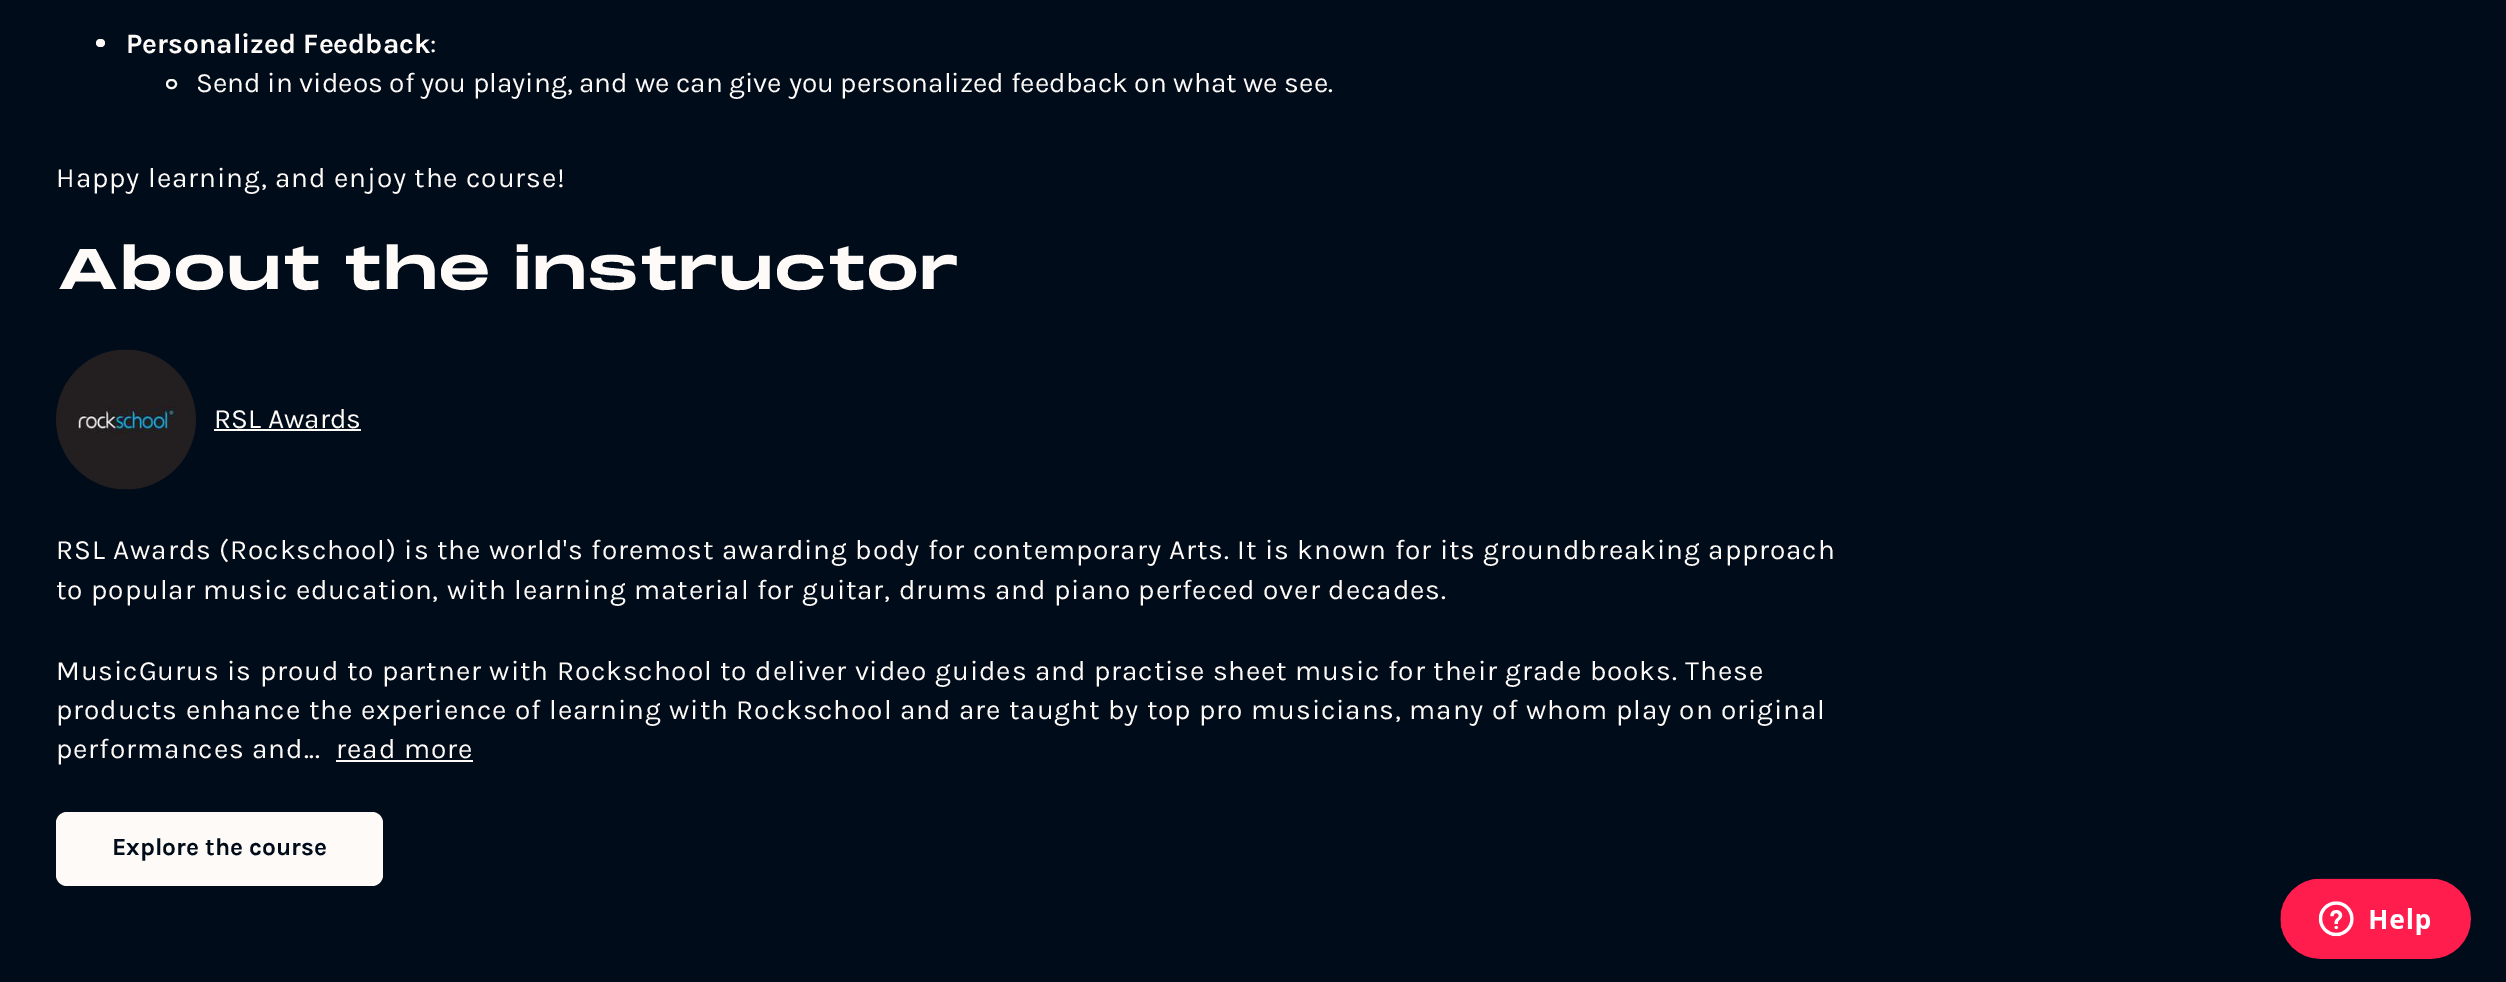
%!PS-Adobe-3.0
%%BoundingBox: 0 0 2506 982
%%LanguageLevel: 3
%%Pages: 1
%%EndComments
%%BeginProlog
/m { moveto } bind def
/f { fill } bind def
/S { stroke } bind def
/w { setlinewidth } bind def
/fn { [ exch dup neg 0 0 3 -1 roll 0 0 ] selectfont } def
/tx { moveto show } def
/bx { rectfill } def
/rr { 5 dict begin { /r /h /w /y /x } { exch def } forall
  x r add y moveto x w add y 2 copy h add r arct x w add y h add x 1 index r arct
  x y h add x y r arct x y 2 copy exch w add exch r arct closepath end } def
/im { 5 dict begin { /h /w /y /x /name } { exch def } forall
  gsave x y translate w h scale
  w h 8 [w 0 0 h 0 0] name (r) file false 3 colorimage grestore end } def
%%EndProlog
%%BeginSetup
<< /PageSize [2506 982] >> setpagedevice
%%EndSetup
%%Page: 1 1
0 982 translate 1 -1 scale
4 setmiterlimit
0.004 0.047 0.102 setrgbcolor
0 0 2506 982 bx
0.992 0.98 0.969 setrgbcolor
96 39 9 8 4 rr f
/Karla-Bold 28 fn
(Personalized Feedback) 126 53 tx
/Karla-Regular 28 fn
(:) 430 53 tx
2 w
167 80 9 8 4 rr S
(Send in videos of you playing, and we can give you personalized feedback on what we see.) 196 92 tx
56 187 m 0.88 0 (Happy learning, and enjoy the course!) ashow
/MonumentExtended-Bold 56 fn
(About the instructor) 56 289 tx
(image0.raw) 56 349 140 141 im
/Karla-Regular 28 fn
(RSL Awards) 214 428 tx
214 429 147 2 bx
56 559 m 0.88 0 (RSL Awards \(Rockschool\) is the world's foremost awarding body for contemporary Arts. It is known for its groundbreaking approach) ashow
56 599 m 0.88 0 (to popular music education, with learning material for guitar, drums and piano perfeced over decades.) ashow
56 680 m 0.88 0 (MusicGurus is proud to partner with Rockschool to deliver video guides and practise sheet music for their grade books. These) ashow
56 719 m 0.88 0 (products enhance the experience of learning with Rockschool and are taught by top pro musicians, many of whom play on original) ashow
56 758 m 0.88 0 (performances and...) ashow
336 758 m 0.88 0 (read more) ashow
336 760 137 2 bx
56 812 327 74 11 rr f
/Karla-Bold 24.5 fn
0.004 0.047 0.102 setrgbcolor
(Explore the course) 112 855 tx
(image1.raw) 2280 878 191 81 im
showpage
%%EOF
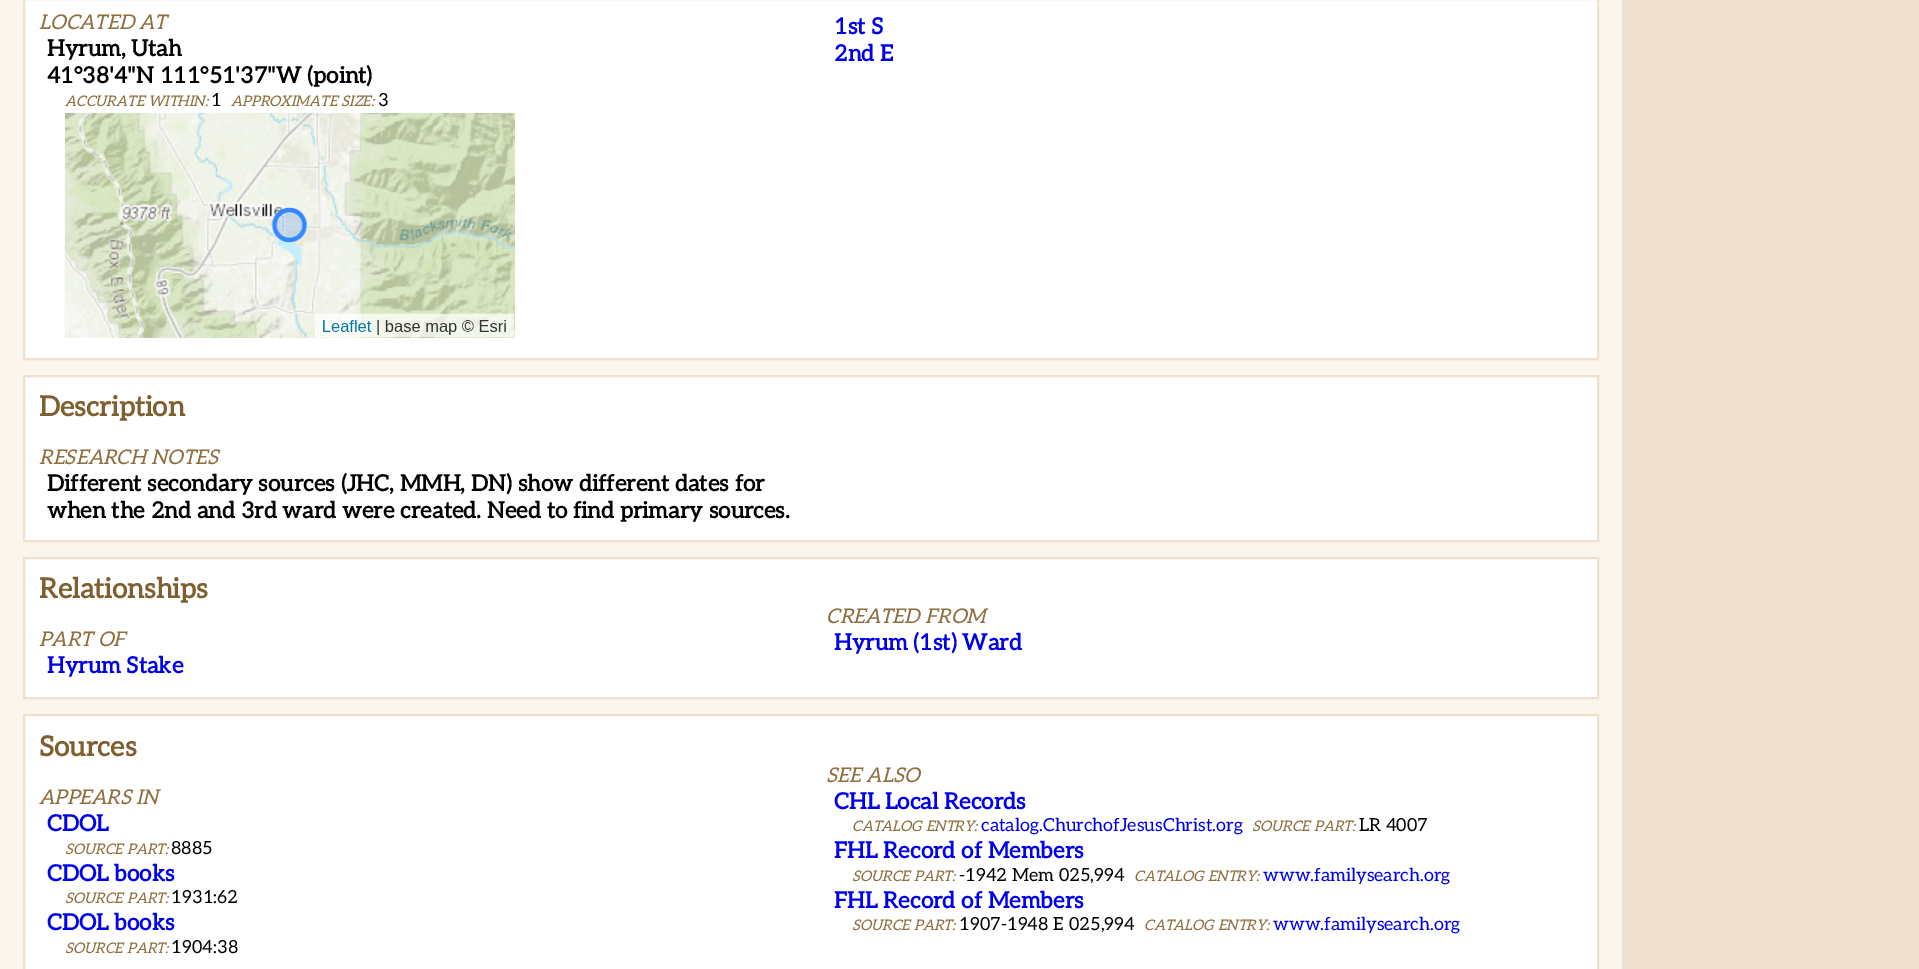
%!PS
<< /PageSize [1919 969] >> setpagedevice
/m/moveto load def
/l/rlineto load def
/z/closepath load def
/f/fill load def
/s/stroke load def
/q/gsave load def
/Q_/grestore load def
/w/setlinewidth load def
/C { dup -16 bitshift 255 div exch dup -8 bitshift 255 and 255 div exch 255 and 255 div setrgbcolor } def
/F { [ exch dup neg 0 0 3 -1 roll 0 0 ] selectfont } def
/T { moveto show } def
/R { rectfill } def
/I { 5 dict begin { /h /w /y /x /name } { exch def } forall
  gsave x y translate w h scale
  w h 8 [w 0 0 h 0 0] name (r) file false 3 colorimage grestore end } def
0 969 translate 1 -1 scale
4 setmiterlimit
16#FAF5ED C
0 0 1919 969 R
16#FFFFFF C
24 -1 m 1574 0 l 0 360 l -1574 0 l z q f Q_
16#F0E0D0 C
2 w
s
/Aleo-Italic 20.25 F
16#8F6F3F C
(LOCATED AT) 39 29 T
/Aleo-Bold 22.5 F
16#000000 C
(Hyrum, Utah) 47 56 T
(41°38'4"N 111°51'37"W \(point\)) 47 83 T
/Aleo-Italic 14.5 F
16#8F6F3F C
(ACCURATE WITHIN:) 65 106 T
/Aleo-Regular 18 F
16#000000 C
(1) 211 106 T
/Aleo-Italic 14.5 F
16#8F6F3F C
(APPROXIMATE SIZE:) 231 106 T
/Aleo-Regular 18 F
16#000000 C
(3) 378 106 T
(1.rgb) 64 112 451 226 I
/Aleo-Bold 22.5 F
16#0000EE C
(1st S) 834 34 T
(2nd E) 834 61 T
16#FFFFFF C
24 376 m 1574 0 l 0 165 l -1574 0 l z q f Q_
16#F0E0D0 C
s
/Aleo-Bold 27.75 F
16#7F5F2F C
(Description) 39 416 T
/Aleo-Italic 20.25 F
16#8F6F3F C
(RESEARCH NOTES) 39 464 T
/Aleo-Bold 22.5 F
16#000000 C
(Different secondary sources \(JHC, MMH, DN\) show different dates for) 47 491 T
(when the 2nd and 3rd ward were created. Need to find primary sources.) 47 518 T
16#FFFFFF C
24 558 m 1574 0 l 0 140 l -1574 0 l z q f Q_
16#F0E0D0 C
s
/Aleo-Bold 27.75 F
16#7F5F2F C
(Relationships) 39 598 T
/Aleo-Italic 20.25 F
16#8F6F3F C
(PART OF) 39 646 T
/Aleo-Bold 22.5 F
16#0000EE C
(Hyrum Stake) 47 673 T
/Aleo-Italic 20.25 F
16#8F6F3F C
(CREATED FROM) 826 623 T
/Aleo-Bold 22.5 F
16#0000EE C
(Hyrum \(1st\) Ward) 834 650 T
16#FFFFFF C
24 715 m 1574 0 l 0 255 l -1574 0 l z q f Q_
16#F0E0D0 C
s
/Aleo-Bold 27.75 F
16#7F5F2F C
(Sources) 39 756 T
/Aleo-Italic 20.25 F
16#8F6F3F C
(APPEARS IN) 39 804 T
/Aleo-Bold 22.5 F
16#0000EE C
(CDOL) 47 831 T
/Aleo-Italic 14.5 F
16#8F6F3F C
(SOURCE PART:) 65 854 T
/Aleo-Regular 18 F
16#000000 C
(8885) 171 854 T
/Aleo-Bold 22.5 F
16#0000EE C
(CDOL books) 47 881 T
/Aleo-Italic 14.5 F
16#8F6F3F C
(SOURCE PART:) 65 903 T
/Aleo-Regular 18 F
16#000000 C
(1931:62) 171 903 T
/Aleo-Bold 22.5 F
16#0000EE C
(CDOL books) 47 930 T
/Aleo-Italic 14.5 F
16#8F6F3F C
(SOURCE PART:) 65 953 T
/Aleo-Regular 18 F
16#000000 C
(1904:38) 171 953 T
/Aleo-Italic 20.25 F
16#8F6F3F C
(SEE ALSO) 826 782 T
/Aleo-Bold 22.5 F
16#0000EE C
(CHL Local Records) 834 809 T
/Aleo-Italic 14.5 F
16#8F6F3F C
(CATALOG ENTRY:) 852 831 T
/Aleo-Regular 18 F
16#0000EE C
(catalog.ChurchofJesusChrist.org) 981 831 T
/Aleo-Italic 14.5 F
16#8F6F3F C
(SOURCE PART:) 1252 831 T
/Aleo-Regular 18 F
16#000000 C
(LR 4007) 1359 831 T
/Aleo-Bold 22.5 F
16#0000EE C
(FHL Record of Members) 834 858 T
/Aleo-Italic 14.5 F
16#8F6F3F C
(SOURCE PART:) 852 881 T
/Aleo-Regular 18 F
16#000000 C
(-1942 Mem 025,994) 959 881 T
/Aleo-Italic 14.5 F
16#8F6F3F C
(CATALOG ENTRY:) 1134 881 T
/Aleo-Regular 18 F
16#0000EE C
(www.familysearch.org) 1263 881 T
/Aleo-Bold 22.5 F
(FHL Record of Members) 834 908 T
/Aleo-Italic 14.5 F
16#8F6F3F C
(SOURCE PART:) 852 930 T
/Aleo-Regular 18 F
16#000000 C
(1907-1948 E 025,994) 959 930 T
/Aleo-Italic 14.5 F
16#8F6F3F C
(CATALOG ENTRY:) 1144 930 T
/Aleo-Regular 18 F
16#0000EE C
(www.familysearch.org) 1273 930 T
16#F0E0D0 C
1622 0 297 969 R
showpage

□ □ □ □ □

> [Task to complete]
Look through the entries, and return every line that the word "setpagedevice" appears in.

> [Answer to the exercise]
<< /PageSize [2506 982] >> setpagedevice
<< /PageSize [1919 969] >> setpagedevice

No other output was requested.